The funding comes from federal Hall Identification and Improvement awards to the Texas Division of Transportation, which is an element of a bigger $2.5 million grant to construct new rail strains and increase current ones in Texas.
“Because the federal authorities allocates Infrastructure Funding and Jobs Act funding to states and native communities, I’ve been working throughout the aisle to carry that cash residence to Texas,” Castro mentioned in an announcement. “The funding introduced immediately will create good-paying jobs, develop our economic system and assist extra San Antonians get the place they should go.”
Particularly, the $1 million will assist discover and plan a rail service from San Antonio to Houston, and from Houston to the Dallas-Fort Value Metroplex.
The funding secured by Castro’s workplace comes mere days after Bexar County Decide Peter Sakai and Travis County Decide Andy Brown expressed curiosity in higher connecting the San Antonio-Austin mega-region.
How nice wouldn’t it be to take a practice to see the @Spurs as an alternative of driving on I-35?

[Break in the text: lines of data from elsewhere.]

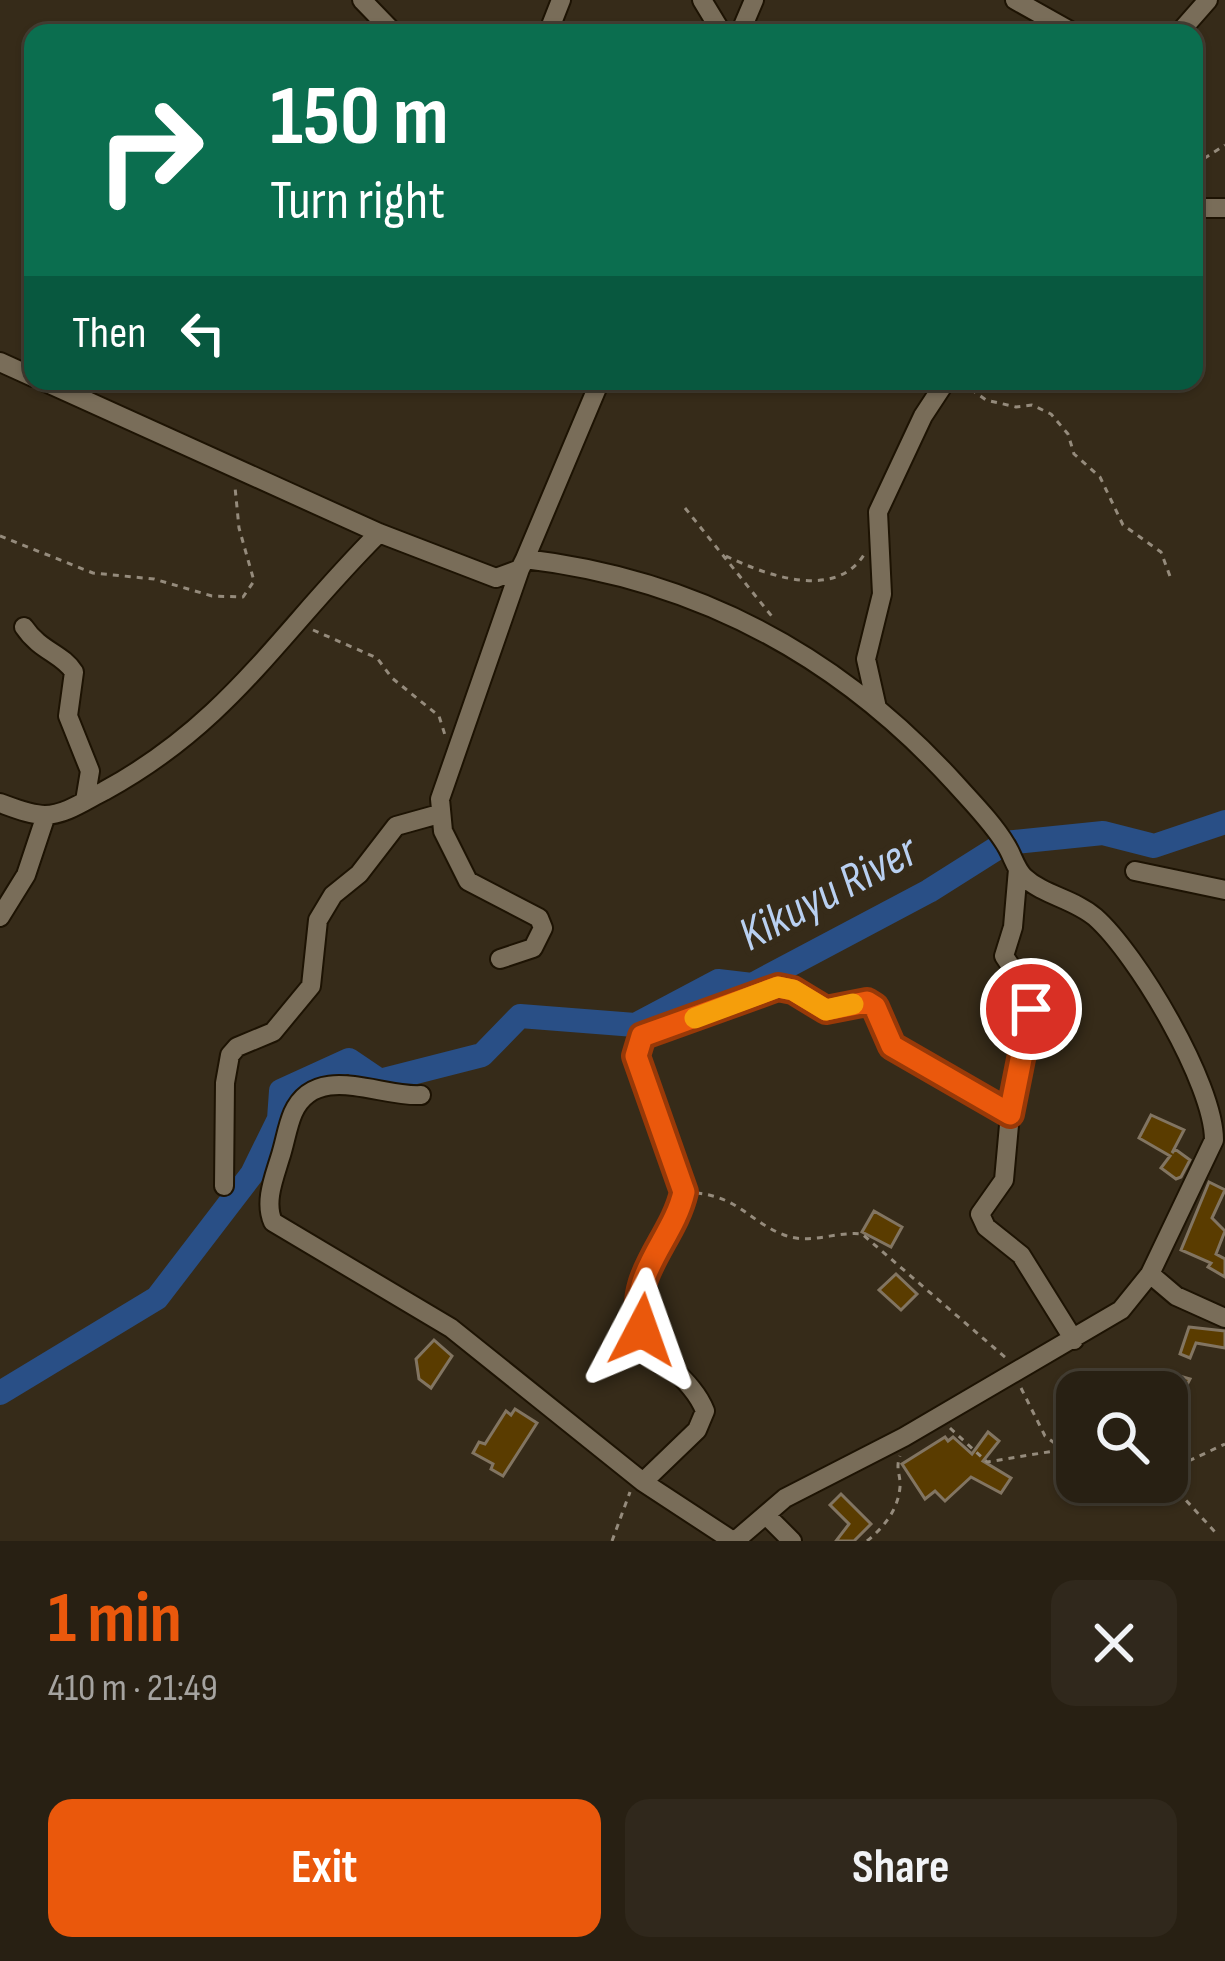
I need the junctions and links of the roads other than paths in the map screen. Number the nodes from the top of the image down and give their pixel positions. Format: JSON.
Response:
{"nodes":[{"id":1,"x":362,"y":0,"type":"edge"},
{"id":2,"x":1015,"y":0,"type":"edge"},
{"id":3,"x":1208,"y":0,"type":"edge"},
{"id":4,"x":385,"y":24,"type":"edge"},
{"id":5,"x":1059,"y":24,"type":"edge"},
{"id":6,"x":1188,"y":24,"type":"edge"},
{"id":7,"x":63,"y":390,"type":"edge"},
{"id":8,"x":596,"y":390,"type":"edge"},
{"id":9,"x":941,"y":390,"type":"edge"},
{"id":10,"x":379,"y":533,"type":"junction"},
{"id":11,"x":522,"y":564,"type":"junction"},
{"id":12,"x":24,"y":627,"type":"dead end"},
{"id":13,"x":877,"y":708,"type":"junction"},
{"id":14,"x":85,"y":801,"type":"junction"},
{"id":15,"x":0,"y":803,"type":"edge"},
{"id":16,"x":439,"y":814,"type":"junction"},
{"id":17,"x":46,"y":815,"type":"junction"},
{"id":18,"x":1018,"y":869,"type":"junction"},
{"id":19,"x":1136,"y":871,"type":"dead end"},
{"id":20,"x":1225,"y":890,"type":"edge"},
{"id":21,"x":0,"y":917,"type":"edge"},
{"id":22,"x":500,"y":959,"type":"dead end"},
{"id":23,"x":421,"y":1095,"type":"dead end"},
{"id":24,"x":1010,"y":1114,"type":"junction"},
{"id":25,"x":224,"y":1186,"type":"dead end"},
{"id":26,"x":1150,"y":1274,"type":"junction"},
{"id":27,"x":1225,"y":1318,"type":"edge"},
{"id":28,"x":1074,"y":1340,"type":"junction"},
{"id":29,"x":641,"y":1480,"type":"junction"},
{"id":30,"x":766,"y":1515,"type":"junction"},
{"id":31,"x":734,"y":1541,"type":"edge"},
{"id":32,"x":792,"y":1541,"type":"edge"}],
"edges":[{"from":1,"to":4,"type":"street"},
{"from":2,"to":5,"type":"street"},
{"from":3,"to":6,"type":"street"},
{"from":7,"to":10,"type":"street"},
{"from":8,"to":11,"type":"street"},
{"from":9,"to":13,"type":"street"},
{"from":10,"to":11,"type":"street"},
{"from":10,"to":14,"type":"street"},
{"from":11,"to":13,"type":"street"},
{"from":11,"to":16,"type":"street"},
{"from":12,"to":14,"type":"street"},
{"from":13,"to":18,"type":"street"},
{"from":14,"to":17,"type":"street"},
{"from":15,"to":17,"type":"street"},
{"from":16,"to":22,"type":"street"},
{"from":16,"to":25,"type":"street"},
{"from":17,"to":21,"type":"street"},
{"from":18,"to":24,"type":"street"},
{"from":18,"to":26,"type":"street"},
{"from":19,"to":20,"type":"street"},
{"from":23,"to":29,"type":"street"},
{"from":24,"to":28,"type":"street"},
{"from":24,"to":29,"type":"street"},
{"from":26,"to":27,"type":"street"},
{"from":26,"to":28,"type":"street"},
{"from":28,"to":30,"type":"street"},
{"from":29,"to":31,"type":"street"},
{"from":30,"to":31,"type":"street"},
{"from":30,"to":32,"type":"street"}]}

Nice panel with @JudgePeterSakai on the first annual 2023 Catalyst Summit by Austin Space Analysis Group to speak about the way forward for our Tremendous-Area! pic.twitter.com/ugkZKPpjuZ
— Andy Brown (@TravisCoJudge) December 5, 2023
“Andy and I are working collectively in order that we will get Travis County and Bexar County to get all of the followers to observe the San Antonio Spurs with out going by way of IH-35,” Sakai mentioned in a video assertion posted on social media platform X.
Renewed consideration on connecting the Alamo Metropolis and the state’s capital metropolis by way of rail additionally comes after grassroots organizations, together with RESTART Lone Star Rail District and San Antonians for Rail Transit started lobbying native politicians to re-examine the thought this summer time.
The primary iteration of the Lone Star Rail District fizzled out in 2016 after Union Pacific, which owns the freight tracks between San Antonio and Austin, pulled out of the deal. Regardless of $25 million being spent on the undertaking between 2003 and 2016, not a single line went into service.
As Categorical-Information Metropolis Editor and former Present Editor-in-Chief Greg Jefferson put it on the time, the one factor the Lone Star Rail District was good at was “to maintain a pair folks employed and consultants flush with billable hours.”